CANA supports the Ministry for the Environment’s proposed tightening of the National Environmental Standards for Air Quality for airborne particles and mercury emissions from domestic and industrial sources.
The MFE consultation document also acknowledges the importance of transport emissions for air quality (p.24), but defers to the Ministry of Transport, which also has a goal of reducing 2.5 micrometer particulate emissions.
In the process of researching these issues, however, CANA has found a distinct lack of information on air quality and public health in the communities below the Buller Coal Plateau. These communities, such as Waimangaroa and Granity (pictured) are exposed to coal dust from the mining and transport of coal, as well as emissions from coal- and wood-burning domestic appliances.
The situation in these communities appears very similar to that of Australian towns in coal-mining areas a decade ago.
To quote from the conclusion of a 2009 study of public health in the Upper Hunter Valley of New South Wales (emphasis ours),
“…residents face serious obstacles in their quest for rigorous air monitoring and a health study. These include the interdependence of state government and corporations in reaping the economic benefits of coal production and export, lack of political will and regulatory inertia…
Residents articulate their embodied experiences of malaise and illness from a disempowered position. Their experiential knowledge is discounted against dominant positions of industry and government that use state-sponsored science and regulatory regimes to deny, minimise or obfuscate the link between dust and disease.
We argue that environmental injustice and health inequity… has arisen because political economic interests outweigh concerns about long-term damage to the health of this relatively small… and electorally insignificant rural population. Governance issues, including decisions relating to the siting, regulation and supervision of coal mining and combustion in the Upper Hunter, have been instrumental in residents’ disproportionately high exposure to health risks from air pollution.

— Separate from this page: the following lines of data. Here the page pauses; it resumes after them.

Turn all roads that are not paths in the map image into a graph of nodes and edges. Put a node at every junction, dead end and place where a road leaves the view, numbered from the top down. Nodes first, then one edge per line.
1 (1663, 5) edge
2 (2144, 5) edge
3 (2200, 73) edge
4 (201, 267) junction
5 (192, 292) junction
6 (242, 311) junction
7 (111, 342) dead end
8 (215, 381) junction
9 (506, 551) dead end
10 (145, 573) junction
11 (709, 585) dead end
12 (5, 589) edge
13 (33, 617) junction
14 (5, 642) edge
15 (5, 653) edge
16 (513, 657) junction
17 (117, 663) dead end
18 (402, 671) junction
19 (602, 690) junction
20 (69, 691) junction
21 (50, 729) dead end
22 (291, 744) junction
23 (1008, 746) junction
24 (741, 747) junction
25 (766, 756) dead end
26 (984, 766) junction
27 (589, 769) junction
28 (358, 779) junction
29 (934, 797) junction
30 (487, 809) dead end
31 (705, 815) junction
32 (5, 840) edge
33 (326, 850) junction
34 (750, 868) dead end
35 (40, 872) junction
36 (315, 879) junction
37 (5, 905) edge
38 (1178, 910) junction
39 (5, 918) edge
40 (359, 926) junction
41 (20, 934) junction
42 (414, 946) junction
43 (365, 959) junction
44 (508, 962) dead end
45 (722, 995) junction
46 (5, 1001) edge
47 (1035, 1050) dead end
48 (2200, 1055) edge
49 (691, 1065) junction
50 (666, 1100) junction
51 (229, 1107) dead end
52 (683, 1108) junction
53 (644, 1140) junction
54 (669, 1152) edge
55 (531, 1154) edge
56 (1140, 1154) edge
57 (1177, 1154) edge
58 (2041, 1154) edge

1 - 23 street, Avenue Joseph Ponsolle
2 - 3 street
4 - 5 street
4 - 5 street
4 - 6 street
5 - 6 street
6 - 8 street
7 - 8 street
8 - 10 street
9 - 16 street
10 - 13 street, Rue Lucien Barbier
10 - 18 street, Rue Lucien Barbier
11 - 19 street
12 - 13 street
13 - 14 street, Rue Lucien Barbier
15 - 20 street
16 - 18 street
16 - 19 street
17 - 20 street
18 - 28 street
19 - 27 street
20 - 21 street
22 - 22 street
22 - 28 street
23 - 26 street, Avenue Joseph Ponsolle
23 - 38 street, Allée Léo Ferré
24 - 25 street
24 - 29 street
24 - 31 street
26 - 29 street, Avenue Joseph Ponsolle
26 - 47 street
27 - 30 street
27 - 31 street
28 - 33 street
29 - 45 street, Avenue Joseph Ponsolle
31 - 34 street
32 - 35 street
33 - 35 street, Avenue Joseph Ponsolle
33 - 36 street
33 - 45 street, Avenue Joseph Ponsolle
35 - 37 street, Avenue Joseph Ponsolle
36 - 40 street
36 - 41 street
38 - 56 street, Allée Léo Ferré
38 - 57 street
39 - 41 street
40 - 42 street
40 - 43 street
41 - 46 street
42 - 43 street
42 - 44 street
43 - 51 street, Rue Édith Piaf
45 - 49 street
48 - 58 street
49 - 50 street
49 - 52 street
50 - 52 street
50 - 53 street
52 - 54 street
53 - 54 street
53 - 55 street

It is apparent, however, that the balance of power is shifting as residents’ pressure gains momentum… and resonance in important social and cultural domains such as local government, green politics and mass media. The companies are in a more defensive position, not only because of wider public awareness of local health impacts, but also because of the emergent societal concern about the unfettered expansion of coal mining and coal combustion, climate change and inadequate government policy responses.”
The last comment was prescient; within five years, the Climate and Health Alliance had published a report on coal and health in the Hunter and was pressuring local, State and national governments for:
- A ban on new coal projects in the Hunter Valley
- The development of a transition plan to assist the region develop new industries as coal is phased out
- Stronger regulation of any projects in the planning pipeline to adequately evaluate and limit health, climate, and environmental damages
- Stricter air quality standards and monitoring of all coal sources, with data publicly available
- Increased consultation with communities affected by coal projects
- The implementation of mandatory health impact assessments as part of all project assessment processes still in the planning phase
- Comprehensive health research studies to evaluate: the environmental health risks faced by local communities from exposure to pollutants associated with the coal industry, and the social impacts associated with disruption to communities, to landscapes, ecosystems and other industries.
CANA believes it is well past time for similar actions in the Buller.
It is time for the coal industry to accept and assume the full costs of their activities, rather than “externalise” (i.e. ignore) them, and continue to pollute the air and water – and damage the health – of neighbouring communities.